Provided records
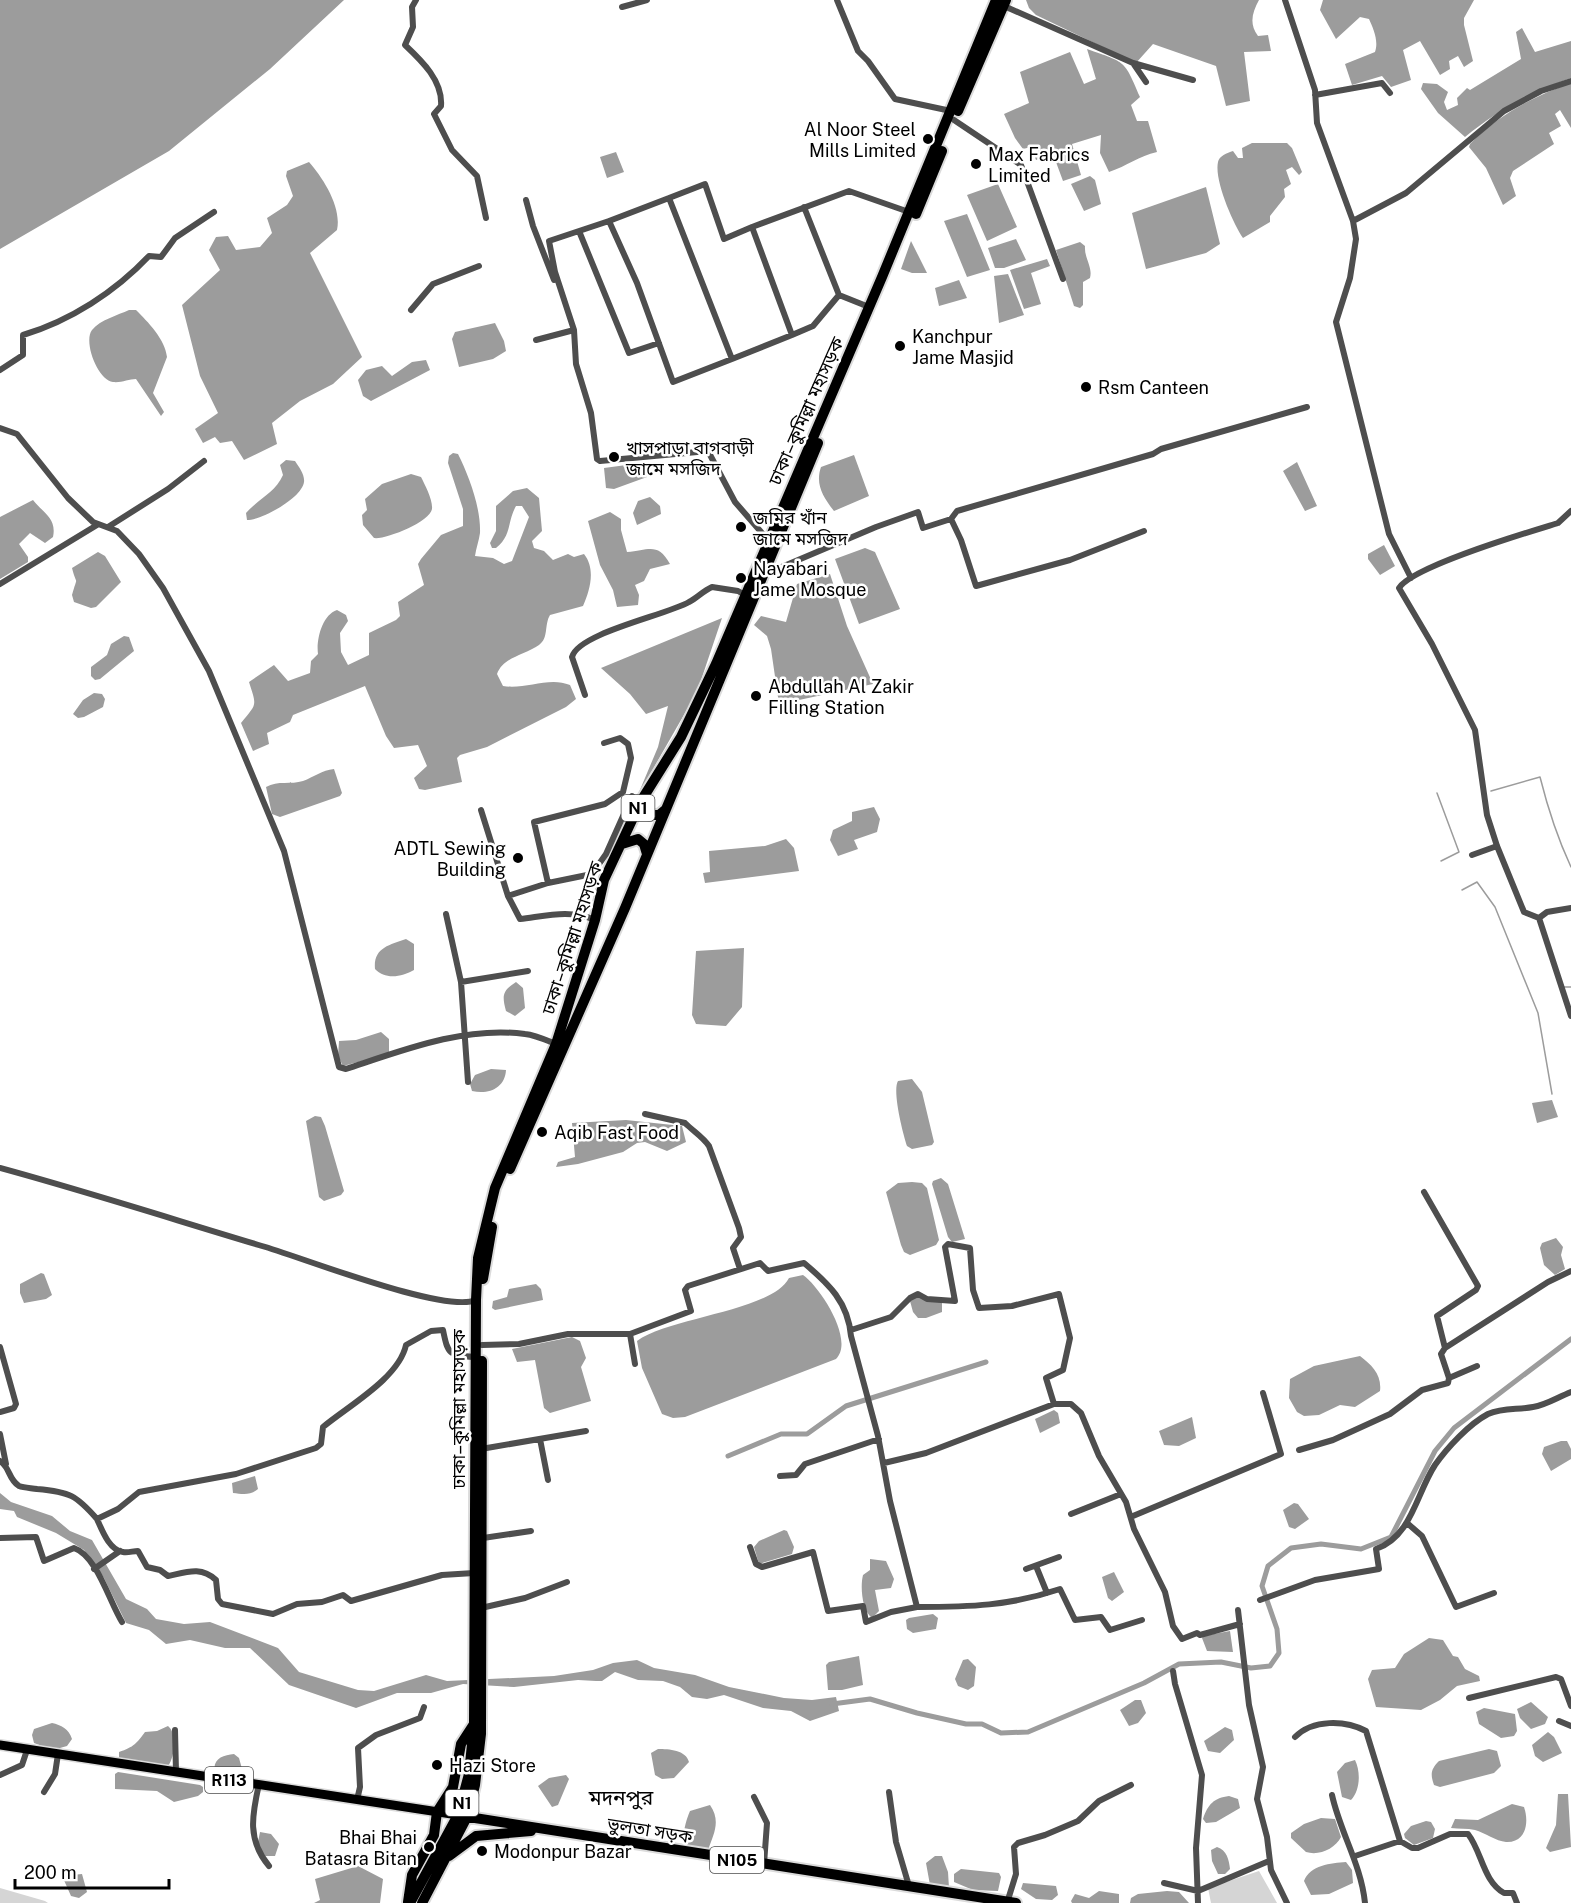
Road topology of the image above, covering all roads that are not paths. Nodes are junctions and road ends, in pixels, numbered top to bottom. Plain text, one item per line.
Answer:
1 (416, 0) edge
2 (647, 0) edge
3 (837, 0) edge
4 (1285, 0) edge
5 (1002, 2) edge
6 (622, 7) dead end
7 (1133, 63) junction
8 (1193, 80) dead end
9 (1571, 81) edge
10 (1146, 82) dead end
11 (1390, 93) dead end
12 (1315, 95) junction
13 (952, 116) junction
14 (669, 198) junction
15 (526, 200) dead end
16 (804, 207) junction
17 (214, 212) dead end
18 (909, 212) junction
19 (486, 218) dead end
20 (609, 221) junction
21 (1353, 221) junction
22 (752, 227) junction
23 (579, 231) junction
24 (479, 266) dead end
25 (884, 279) junction
26 (1062, 279) dead end
27 (560, 288) junction
28 (839, 295) junction
29 (869, 307) junction
30 (411, 310) dead end
31 (574, 330) junction
32 (792, 335) junction
33 (536, 340) dead end
34 (659, 343) junction
35 (732, 359) junction
36 (0, 370) edge
37 (1307, 407) dead end
38 (0, 428) edge
39 (204, 461) dead end
40 (1571, 511) edge
41 (951, 519) junction
42 (97, 525) junction
43 (108, 527) junction
44 (1144, 531) dead end
45 (768, 540) junction
46 (762, 575) junction
47 (1411, 578) junction
48 (0, 584) edge
49 (745, 596) junction
50 (585, 695) dead end
51 (604, 743) dead end
52 (637, 799) junction
53 (481, 810) dead end
54 (666, 810) junction
55 (621, 844) junction
56 (1497, 846) junction
57 (647, 854) junction
58 (1472, 855) dead end
59 (548, 883) junction
60 (508, 896) junction
61 (1571, 908) edge
62 (446, 914) dead end
63 (1539, 918) junction
64 (595, 920) junction
65 (528, 971) dead end
66 (461, 982) junction
67 (1571, 1016) edge
68 (465, 1036) junction
69 (556, 1044) junction
70 (468, 1082) dead end
71 (645, 1114) dead end
72 (0, 1167) edge
73 (1424, 1192) dead end
74 (740, 1269) junction
75 (1571, 1271) edge
76 (476, 1300) junction
77 (850, 1330) junction
78 (630, 1334) junction
79 (482, 1345) junction
80 (0, 1347) edge
81 (1445, 1348) junction
82 (475, 1357) junction
83 (635, 1364) dead end
84 (1477, 1366) dead end
85 (1449, 1377) junction
86 (1571, 1392) edge
87 (1263, 1393) dead end
88 (1053, 1404) junction
89 (0, 1412) edge
90 (586, 1431) dead end
91 (0, 1434) edge
92 (540, 1439) junction
93 (879, 1439) junction
94 (482, 1449) junction
95 (1299, 1449) dead end
96 (3, 1462) edge
97 (884, 1463) junction
98 (780, 1476) dead end
99 (548, 1479) dead end
100 (1121, 1494) junction
101 (1071, 1514) dead end
102 (1132, 1516) junction
103 (97, 1519) junction
104 (1407, 1523) junction
105 (531, 1532) dead end
106 (0, 1538) edge
107 (483, 1538) junction
108 (750, 1547) dead end
109 (120, 1551) junction
110 (1059, 1557) dead end
111 (1036, 1566) junction
112 (94, 1569) junction
113 (1026, 1569) dead end
114 (474, 1573) junction
115 (567, 1582) dead end
116 (1047, 1593) junction
117 (1494, 1593) dead end
118 (1262, 1599) dead end
119 (917, 1607) junction
120 (481, 1608) junction
121 (1238, 1610) dead end
122 (1142, 1620) dead end
123 (122, 1622) dead end
124 (1240, 1624) junction
125 (478, 1664) junction
126 (1173, 1671) dead end
127 (477, 1691) junction
128 (1469, 1698) dead end
129 (1571, 1706) edge
130 (424, 1707) dead end
131 (1558, 1721) dead end
132 (474, 1724) junction
133 (1571, 1726) edge
134 (175, 1730) dead end
135 (1295, 1737) dead end
136 (0, 1745) edge
137 (27, 1749) junction
138 (58, 1754) junction
139 (176, 1772) junction
140 (0, 1775) edge
141 (259, 1784) junction
142 (1131, 1785) dead end
143 (44, 1792) dead end
144 (889, 1792) dead end
145 (1332, 1795) dead end
146 (754, 1797) dead end
147 (357, 1800) junction
148 (437, 1812) junction
149 (462, 1816) junction
150 (540, 1829) junction
151 (1400, 1840) junction
152 (1354, 1856) junction
153 (1269, 1861) junction
154 (441, 1863) junction
155 (764, 1864) junction
156 (269, 1866) dead end
157 (1164, 1883) dead end
158 (909, 1887) junction
159 (1198, 1891) junction
160 (409, 1903) edge
161 (422, 1903) edge
162 (1010, 1903) edge
163 (1198, 1903) edge
164 (1287, 1903) edge
165 (1365, 1903) edge
166 (1517, 1903) edge

1 - 19 street
2 - 6 street
3 - 13 street
4 - 12 street
5 - 7 street
5 - 13 highway, ঢাকা–কুমিল্লা মহাসড়ক / N1
7 - 8 street
7 - 10 street
9 - 21 street
11 - 12 street
12 - 21 street
13 - 18 highway, ঢাকা–কুমিল্লা মহাসড়ক / N1
13 - 25 highway, ঢাকা–কুমিল্লা মহাসড়ক / N1
13 - 26 street
14 - 20 street
14 - 22 street
14 - 35 street
15 - 27 street
16 - 18 street
16 - 22 street
16 - 28 street
17 - 36 street
18 - 25 highway, ঢাকা–কুমিল্লা মহাসড়ক / N1
20 - 23 street
20 - 34 street
21 - 47 street
22 - 32 street
23 - 27 street
23 - 34 street
24 - 30 street
25 - 29 highway, ঢাকা–কুমিল্লা মহাসড়ক / N1
25 - 46 highway, ঢাকা–কুমিল্লা মহাসড়ক / N1
27 - 31 street
28 - 29 street
28 - 32 street
29 - 45 highway, ঢাকা–কুমিল্লা মহাসড়ক / N1
31 - 33 street
31 - 45 street
32 - 35 street
34 - 35 street
37 - 41 street
38 - 42 street
39 - 43 street
40 - 47 street
41 - 44 street
41 - 46 street
42 - 43 street
42 - 48 street
43 - 68 street
45 - 49 highway, ঢাকা–কুমিল্লা মহাসড়ক / N1
46 - 54 highway, ঢাকা–কুমিল্লা মহাসড়ক / N1
47 - 56 street
49 - 50 street
49 - 52 highway, ঢাকা–কুমিল্লা মহাসড়ক / N1
51 - 59 street
52 - 54 highway
52 - 55 highway, ঢাকা–কুমিল্লা মহাসড়ক / N1
52 - 59 street
53 - 60 street
54 - 57 highway, ঢাকা–কুমিল্লা মহাসড়ক / N1
55 - 57 highway
55 - 64 highway, ঢাকা–কুমিল্লা মহাসড়ক / N1
56 - 58 street
56 - 63 street
57 - 79 highway, ঢাকা–কুমিল্লা মহাসড়ক / N1
59 - 60 street
60 - 64 street
61 - 63 street
62 - 66 street
63 - 67 street
64 - 69 highway, ঢাকা–কুমিল্লা মহাসড়ক / N1
65 - 66 street
66 - 68 street
68 - 69 street
68 - 70 street
69 - 76 highway, ঢাকা–কুমিল্লা মহাসড়ক / N1
71 - 74 street
72 - 76 street
73 - 81 street
74 - 77 street
74 - 78 street
75 - 81 street
76 - 82 highway, ঢাকা–কুমিল্লা মহাসড়ক / N1
77 - 88 street
77 - 93 street
78 - 79 street
78 - 83 street
79 - 94 highway, ঢাকা–কুমিল্লা মহাসড়ক / N1
80 - 89 street
81 - 85 street
82 - 103 street
82 - 114 highway, ঢাকা–কুমিল্লা মহাসড়ক / N1
84 - 85 street
85 - 95 street
86 - 104 street
87 - 102 street
88 - 97 street
88 - 100 street
90 - 92 street
91 - 96 street
92 - 94 street
92 - 99 street
93 - 97 street
93 - 98 street
94 - 107 highway, ঢাকা–কুমিল্লা মহাসড়ক / N1
96 - 103 street
97 - 119 street
100 - 101 street
100 - 102 street
102 - 124 street
103 - 109 street
104 - 117 street
104 - 118 street
105 - 107 street
106 - 112 street
107 - 120 highway, ঢাকা–কুমিল্লা মহাসড়ক / N1
108 - 119 street
109 - 112 street
109 - 114 street
110 - 111 street
111 - 113 street
111 - 116 street
112 - 123 street
114 - 125 highway, ঢাকা–কুমিল্লা মহাসড়ক / N1
115 - 120 street
116 - 119 street
116 - 122 street
120 - 125 highway, ঢাকা–কুমিল্লা মহাসড়ক / N1
121 - 124 street
124 - 153 street
125 - 127 highway, ঢাকা–কুমিল্লা মহাসড়ক / N1
126 - 159 street
127 - 132 highway, ঢাকা–কুমিল্লা মহাসড়ক / N1
127 - 149 highway, ঢাকা–কুমিল্লা মহাসড়ক / N1
128 - 129 street
130 - 147 street
131 - 133 street
132 - 148 highway
132 - 149 highway, ঢাকা–কুমিল্লা মহাসড়ক / N1
134 - 139 street
135 - 151 street
136 - 137 main road, R113
137 - 138 main road, R113
137 - 140 street
138 - 139 main road, R113
138 - 143 street
139 - 141 main road, R113
141 - 147 main road, R113
141 - 156 street
142 - 162 street
144 - 158 street
145 - 152 street
146 - 155 street
147 - 148 main road, R113
148 - 149 main road, R113
148 - 160 highway
149 - 150 highway, ভুলতা সড়ক / N105
149 - 154 highway, ঢাকা–কুমিল্লা মহাসড়ক / N1
149 - 160 highway, ঢাকা–কুমিল্লা মহাসড়ক / N1
150 - 154 highway
150 - 155 highway, ভুলতা সড়ক / N105
151 - 152 street
151 - 166 street
152 - 165 street
153 - 159 street
153 - 164 street
154 - 161 highway, ঢাকা–কুমিল্লা মহাসড়ক / N1
155 - 158 highway, ভুলতা সড়ক / N105
157 - 159 street
158 - 162 highway, ভুলতা সড়ক / N105
159 - 163 street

Exercise aim
Look through the entries above. Copy each line in which the string "road" occurs.

Task output
Road topology of the image above, covering all roads that are not paths. Nodes are junctions and road ends, in pixels, numbered top to bottom. Plain text, one item per line.
136 - 137 main road, R113
137 - 138 main road, R113
138 - 139 main road, R113
139 - 141 main road, R113
141 - 147 main road, R113
147 - 148 main road, R113
148 - 149 main road, R113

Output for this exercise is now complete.